#### TASK MATERIAL ####

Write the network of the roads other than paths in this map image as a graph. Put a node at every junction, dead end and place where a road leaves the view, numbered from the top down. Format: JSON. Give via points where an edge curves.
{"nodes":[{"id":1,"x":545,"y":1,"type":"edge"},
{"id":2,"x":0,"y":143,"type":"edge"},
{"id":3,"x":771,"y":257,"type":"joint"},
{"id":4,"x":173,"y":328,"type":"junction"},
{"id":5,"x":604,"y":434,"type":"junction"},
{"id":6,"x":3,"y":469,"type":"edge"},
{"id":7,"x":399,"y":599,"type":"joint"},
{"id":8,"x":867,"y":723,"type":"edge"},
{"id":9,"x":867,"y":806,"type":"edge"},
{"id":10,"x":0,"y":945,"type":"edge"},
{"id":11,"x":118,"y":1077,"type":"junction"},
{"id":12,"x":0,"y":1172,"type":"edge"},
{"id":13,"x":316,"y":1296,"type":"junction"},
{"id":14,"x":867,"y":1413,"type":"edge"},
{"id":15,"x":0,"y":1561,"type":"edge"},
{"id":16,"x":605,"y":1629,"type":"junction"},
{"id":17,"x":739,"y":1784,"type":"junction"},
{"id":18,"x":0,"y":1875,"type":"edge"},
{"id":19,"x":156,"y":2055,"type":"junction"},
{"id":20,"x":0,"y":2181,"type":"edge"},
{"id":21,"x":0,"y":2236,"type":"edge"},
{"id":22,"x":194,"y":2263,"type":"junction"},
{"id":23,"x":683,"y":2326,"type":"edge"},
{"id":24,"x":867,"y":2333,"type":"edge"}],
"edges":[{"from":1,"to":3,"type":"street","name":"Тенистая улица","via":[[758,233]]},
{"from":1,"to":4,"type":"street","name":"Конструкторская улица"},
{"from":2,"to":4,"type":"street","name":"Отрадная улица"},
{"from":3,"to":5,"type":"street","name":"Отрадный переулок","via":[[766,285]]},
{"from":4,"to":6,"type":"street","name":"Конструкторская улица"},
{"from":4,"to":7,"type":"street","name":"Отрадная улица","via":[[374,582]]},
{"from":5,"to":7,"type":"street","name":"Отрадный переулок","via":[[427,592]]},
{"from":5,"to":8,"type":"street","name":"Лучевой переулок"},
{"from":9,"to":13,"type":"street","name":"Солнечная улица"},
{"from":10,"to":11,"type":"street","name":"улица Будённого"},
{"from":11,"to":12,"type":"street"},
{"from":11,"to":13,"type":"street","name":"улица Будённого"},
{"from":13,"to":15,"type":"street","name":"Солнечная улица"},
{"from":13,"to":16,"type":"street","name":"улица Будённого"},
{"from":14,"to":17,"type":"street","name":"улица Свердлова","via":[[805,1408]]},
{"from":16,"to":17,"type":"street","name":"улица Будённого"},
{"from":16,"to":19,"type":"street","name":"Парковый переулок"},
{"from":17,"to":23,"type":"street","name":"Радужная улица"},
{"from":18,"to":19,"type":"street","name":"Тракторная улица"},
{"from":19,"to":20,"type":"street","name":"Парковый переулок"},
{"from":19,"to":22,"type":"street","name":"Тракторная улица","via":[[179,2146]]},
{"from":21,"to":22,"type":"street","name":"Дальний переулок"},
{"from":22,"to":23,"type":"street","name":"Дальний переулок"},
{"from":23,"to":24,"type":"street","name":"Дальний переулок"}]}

####

▸ ACTIVITY: Everything in the records must be returned exactly.

▸ EXPECTED ANSWER:
Write the network of the roads other than paths in this map image as a graph. Put a node at every junction, dead end and place where a road leaves the view, numbered from the top down. Format: JSON. Give via points where an edge curves.
{"nodes":[{"id":1,"x":545,"y":1,"type":"edge"},
{"id":2,"x":0,"y":143,"type":"edge"},
{"id":3,"x":771,"y":257,"type":"joint"},
{"id":4,"x":173,"y":328,"type":"junction"},
{"id":5,"x":604,"y":434,"type":"junction"},
{"id":6,"x":3,"y":469,"type":"edge"},
{"id":7,"x":399,"y":599,"type":"joint"},
{"id":8,"x":867,"y":723,"type":"edge"},
{"id":9,"x":867,"y":806,"type":"edge"},
{"id":10,"x":0,"y":945,"type":"edge"},
{"id":11,"x":118,"y":1077,"type":"junction"},
{"id":12,"x":0,"y":1172,"type":"edge"},
{"id":13,"x":316,"y":1296,"type":"junction"},
{"id":14,"x":867,"y":1413,"type":"edge"},
{"id":15,"x":0,"y":1561,"type":"edge"},
{"id":16,"x":605,"y":1629,"type":"junction"},
{"id":17,"x":739,"y":1784,"type":"junction"},
{"id":18,"x":0,"y":1875,"type":"edge"},
{"id":19,"x":156,"y":2055,"type":"junction"},
{"id":20,"x":0,"y":2181,"type":"edge"},
{"id":21,"x":0,"y":2236,"type":"edge"},
{"id":22,"x":194,"y":2263,"type":"junction"},
{"id":23,"x":683,"y":2326,"type":"edge"},
{"id":24,"x":867,"y":2333,"type":"edge"}],
"edges":[{"from":1,"to":3,"type":"street","name":"Тенистая улица","via":[[758,233]]},
{"from":1,"to":4,"type":"street","name":"Конструкторская улица"},
{"from":2,"to":4,"type":"street","name":"Отрадная улица"},
{"from":3,"to":5,"type":"street","name":"Отрадный переулок","via":[[766,285]]},
{"from":4,"to":6,"type":"street","name":"Конструкторская улица"},
{"from":4,"to":7,"type":"street","name":"Отрадная улица","via":[[374,582]]},
{"from":5,"to":7,"type":"street","name":"Отрадный переулок","via":[[427,592]]},
{"from":5,"to":8,"type":"street","name":"Лучевой переулок"},
{"from":9,"to":13,"type":"street","name":"Солнечная улица"},
{"from":10,"to":11,"type":"street","name":"улица Будённого"},
{"from":11,"to":12,"type":"street"},
{"from":11,"to":13,"type":"street","name":"улица Будённого"},
{"from":13,"to":15,"type":"street","name":"Солнечная улица"},
{"from":13,"to":16,"type":"street","name":"улица Будённого"},
{"from":14,"to":17,"type":"street","name":"улица Свердлова","via":[[805,1408]]},
{"from":16,"to":17,"type":"street","name":"улица Будённого"},
{"from":16,"to":19,"type":"street","name":"Парковый переулок"},
{"from":17,"to":23,"type":"street","name":"Радужная улица"},
{"from":18,"to":19,"type":"street","name":"Тракторная улица"},
{"from":19,"to":20,"type":"street","name":"Парковый переулок"},
{"from":19,"to":22,"type":"street","name":"Тракторная улица","via":[[179,2146]]},
{"from":21,"to":22,"type":"street","name":"Дальний переулок"},
{"from":22,"to":23,"type":"street","name":"Дальний переулок"},
{"from":23,"to":24,"type":"street","name":"Дальний переулок"}]}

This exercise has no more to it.